Lost. I haven't seen the others. Well, I have seen snippets of Battlestar Galactica.


----------



## Dreamcatcher (Nov 8, 2003)

Haven't heard of those either... :con


----------



## needium (Nov 9, 2003)

Six Feet Under


----------



## WinterDave (Dec 5, 2003)

At least 4 of the 5 shows are listed by experts as the top 5 shows on television today....Deadwood and The Shield are more raw and violent than the majority of movies on DVD....I should have added 24, and 6 Feet Under to that list, but Desperate Housewives is not going on the list... :lol I haven't seen Rescue Me but it looks good, or Lost which looks interesting....The Shield, Deadwood, and Battlestar Galactica are excellent though for those that have never watched them....


----------



## Drella (Dec 4, 2004)

"Rescue Me" is pretty good. I like it okay, but I rarely watch it because I rarely watch t.v. shows. Most shows seem to suck in general so I don't bother turning the t.v. on. If this was for best shows of all time, "The State" would win, hands down.


----------



## mserychic (Oct 2, 2004)

Haven't heard of some and haven't ever watched the others.. though Lost looked interesting. My vote goes to Adult Swim!! Pretty much all I watch anymore


----------



## Bon1 (Jan 17, 2005)

Sex And the City, Friends!


----------



## Jackie (Jan 8, 2004)

what channels are the shows on? :con


----------



## shawla (May 31, 2005)

Neither.


----------



## OneIsALonelyNumber (Mar 28, 2005)

I voted for Battlestar. 

I admit it. I'm a sci-fi nut.


----------



## WinterDave (Dec 5, 2003)

The Shield, and Rescue Me are on FX, Deadwood is on HBO, Battlestar Galactica is on Scifi, and Lost is on ABC....At least the first season of most of the shows are availble for purchase or to rent....I don't watch much TV but I make it a point to tape Deadwood, The Shield, and Battlestar Galactica which are all excellent shows for their genre....Intelligent writing and good acting, a rare exception for TV.... :lol That they all come from alternative channels rather than the networks is not surprising....


----------



## Lonelyguy (Nov 8, 2003)

Lost :nw


----------



## porcelainfaery (Jul 19, 2004)

HOUSE!!!!!! opcorn


----------



## Your Lover Scrub Ducky (Jul 26, 2004)

WWE's Smackdown!


----------



## Drella (Dec 4, 2004)

mserychic said:


> My vote goes to Adult Swim!! Pretty much all I watch anymore


haha, me too. Then I find something else to do until "Garfield and Friends" and "Daria" come on.


----------



## LoneLioness (Nov 16, 2003)

Lost is my favorite show, its also the only one of those listed that I watch. Have not even heard of the last 2.


----------



## daphne (Dec 4, 2004)

I don't watch any of those shows! I watch the CSIs, 24, House...that's good tv!


----------



## Madmonkeypoo (May 3, 2004)

LOST! WOOHOO! Lost is on ABC I think. I don't pay attention to the letters, just the numbers.
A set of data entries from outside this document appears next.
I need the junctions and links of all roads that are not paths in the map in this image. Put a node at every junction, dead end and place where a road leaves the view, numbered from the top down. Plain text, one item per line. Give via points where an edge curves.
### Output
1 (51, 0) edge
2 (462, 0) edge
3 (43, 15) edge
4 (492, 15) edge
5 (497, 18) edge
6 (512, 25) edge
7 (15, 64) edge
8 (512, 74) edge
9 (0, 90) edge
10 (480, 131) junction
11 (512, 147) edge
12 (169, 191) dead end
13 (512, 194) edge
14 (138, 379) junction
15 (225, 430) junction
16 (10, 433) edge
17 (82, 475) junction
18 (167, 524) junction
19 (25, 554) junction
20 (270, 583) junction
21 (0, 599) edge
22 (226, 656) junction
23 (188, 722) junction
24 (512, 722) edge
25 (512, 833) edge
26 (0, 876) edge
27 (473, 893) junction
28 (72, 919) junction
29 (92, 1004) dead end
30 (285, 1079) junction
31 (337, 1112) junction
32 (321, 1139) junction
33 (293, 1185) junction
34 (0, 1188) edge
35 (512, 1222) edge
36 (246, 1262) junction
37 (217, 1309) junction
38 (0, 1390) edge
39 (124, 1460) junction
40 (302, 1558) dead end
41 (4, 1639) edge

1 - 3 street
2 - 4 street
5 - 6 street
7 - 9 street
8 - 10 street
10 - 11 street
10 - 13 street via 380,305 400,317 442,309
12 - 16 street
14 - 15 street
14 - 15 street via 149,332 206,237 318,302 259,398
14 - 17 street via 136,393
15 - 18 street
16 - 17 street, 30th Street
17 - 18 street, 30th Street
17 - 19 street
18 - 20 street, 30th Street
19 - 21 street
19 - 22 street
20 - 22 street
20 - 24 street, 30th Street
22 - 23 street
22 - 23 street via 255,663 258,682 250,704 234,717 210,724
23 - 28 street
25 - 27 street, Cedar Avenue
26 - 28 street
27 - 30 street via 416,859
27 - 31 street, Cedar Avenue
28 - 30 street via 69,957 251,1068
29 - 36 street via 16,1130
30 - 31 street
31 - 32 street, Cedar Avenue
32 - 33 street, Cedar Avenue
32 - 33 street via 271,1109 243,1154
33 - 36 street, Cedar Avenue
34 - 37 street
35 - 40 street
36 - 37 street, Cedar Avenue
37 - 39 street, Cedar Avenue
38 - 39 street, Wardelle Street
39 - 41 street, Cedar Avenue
I also liked Living Single and Married with Children back in the good old days.

Friends... uke


----------



## Jnmcda0 (Nov 28, 2003)

I vote for The Daily Show or Family Guy as the best show.


----------



## darkangel (Apr 19, 2005)

Lost is what I picked. I've never heard of the other choices..


----------



## hismuse (Sep 16, 2004)

None of those...Six Feet Under


----------



## man w/ no name (Dec 28, 2004)

I voted for Lost. However, The Shield is pretty good, too.


----------



## cube (Jul 8, 2004)

Masters Of Horror on Showtime


----------



## pm5kbebop (Oct 22, 2005)

none of the above


----------



## daphne (Dec 4, 2004)

My new favorite is Prison Break! (Even though it won't back on until March  )


----------



## itsmemaggi (Sep 26, 2005)

daphne said:


> My new favorite is Prison Break! (Even though it won't back on until March  )
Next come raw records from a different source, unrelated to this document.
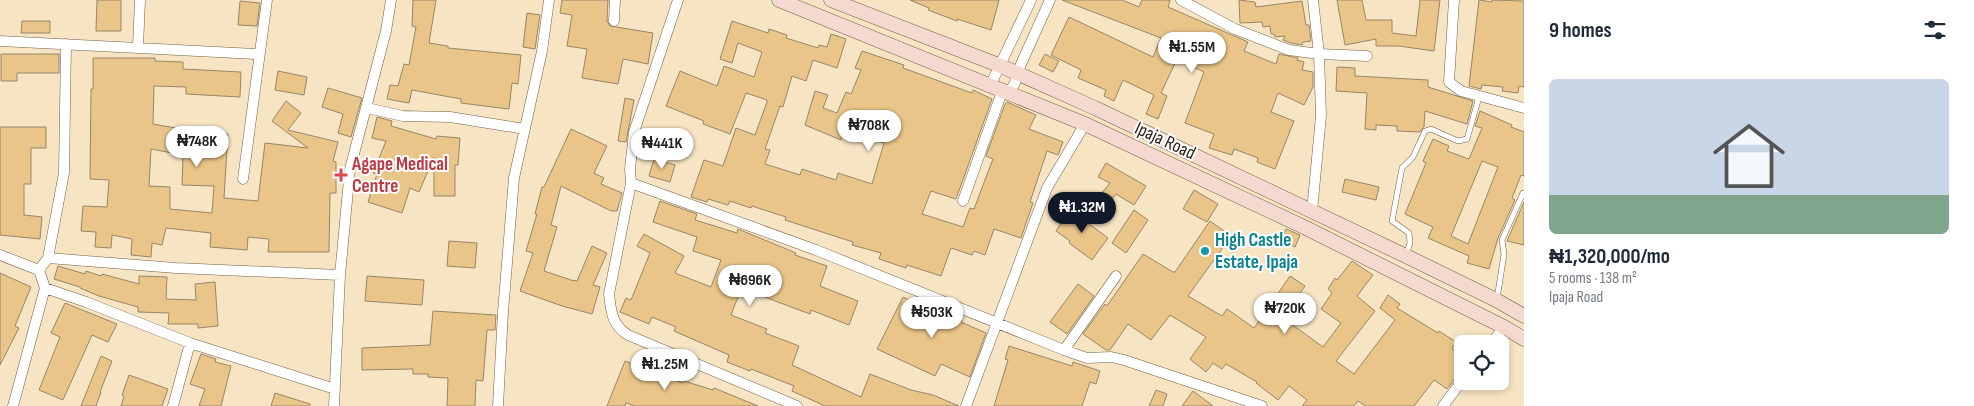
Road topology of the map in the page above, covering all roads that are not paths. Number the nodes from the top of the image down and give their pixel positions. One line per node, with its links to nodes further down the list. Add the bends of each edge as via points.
1 (140, 0): 17 (street)
2 (267, 0): 18 (street)
3 (391, 0): 25 (street)
4 (549, 0): 28 (street, via 542,51)
5 (615, 0): 14 (street)
6 (678, 0): 30 (street, via 634,132)
7 (780, 0): 23 (main road, Ipaja Road)
8 (1031, 0): 21 (street)
9 (1050, 0): 22 (street)
10 (1181, 0): 19 (street, via 1253,36 1289,50)
11 (1313, 0): 19 (street)
12 (1454, 0): 24 (street, via 1449,82 1461,91)
13 (839, 2): 21 (main road, Ipaja Road)
14 (614, 21)
15 (0, 41): 16 (street)
16 (66, 44): 17 (street); 36 (street, via 64,173)
17 (138, 47): 18 (street)
18 (258, 54): 29 (street)
19 (1319, 54): 20 (street); 33 (street, via 1320,142)
20 (1367, 56)
21 (1001, 66): 22 (main road, Ipaja Road); 23 (street)
22 (1017, 73): 23 (street, via 1015,83); 33 (main road, Ipaja Road)
23 (1001, 88): 27 (main road, Ipaja Road); 32 (street)
24 (1479, 97): 26 (street); 35 (lane, via 1467,138 1458,141 1431,129 1425,131 1413,157 1402,168 1392,221 1409,233)
25 (367, 108): 28 (street, via 403,116 450,117); 38 (street, via 350,169)
26 (1524, 108)
27 (1085, 124): 43 (street, via 1047,188); 44 (main road, Ipaja Road)
28 (525, 128): 54 (street, via 514,178)
29 (243, 179)
30 (631, 183): 43 (street, via 816,250); 55 (street, via 609,294 611,312 618,329)
31 (1523, 193): 41 (lane, via 1502,240 1504,254)
32 (963, 200)
33 (1312, 210): 35 (main road, Ipaja Road)
34 (0, 255): 37 (street)
35 (1406, 256): 41 (main road, Ipaja Road)
36 (48, 258): 37 (street); 38 (street, via 176,268)
37 (39, 270): 40 (street)
38 (340, 275): 49 (street)
39 (1116, 276): 48 (street)
40 (45, 288): 47 (street); 51 (street)
41 (1496, 300): 42 (main road, Ipaja Road)
42 (1524, 316)
43 (998, 323): 48 (street); 56 (street)
44 (1504, 327): 45 (street); 46 (main road, Ipaja Road)
45 (1498, 335)
46 (1524, 339)
47 (190, 342): 49 (street); 52 (street)
48 (1064, 350): 57 (street, via 1087,358 1124,360)
49 (335, 389): 53 (street)
50 (1455, 390): 58 (street)
51 (13, 406)
52 (173, 406)
53 (334, 406)
54 (498, 406)
55 (797, 406)
56 (966, 406)
57 (1262, 406)
58 (1443, 406)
 :agree with you AGAIN! Are you my long-lost twin? 

I picked LOST from the list, because it's the only one I've seen. But I really love Sex and the City, and Prison Break, and Everybody Loves Raymond.

xoxo
Maggi


----------



## LibertadIlusoria (Dec 11, 2005)

The Daily Show or South Park


----------



## shaggy19024 (Sep 6, 2005)

none of the above


----------



## skaredykat7 (May 18, 2005)

none of the above...

MONK is the bestest show ever!!!!!!!!!! :banana :banana :banana


----------



## enno (Dec 17, 2005)

Sex and the City, Seinfeld, CSI Las Vegas


----------



## powerman (Nov 12, 2003)

toy forgot southpark!!!


----------



## Melusine (Jun 19, 2004)

None of those :cry the x-files


----------



## Writer81 (Dec 19, 2005)

*LOST!!!!!!*

It is easily my favorite current show on TV right now. I can't even think of any other current drama that comes close to it. If you haven't seen it watch it right now, or better yet, buy the DVD of the 1st season, which I am hoping someone gets me for Christmas.


----------



## Vincenzo (Sep 24, 2005)

Obviously the best show on TV is the Sopranos.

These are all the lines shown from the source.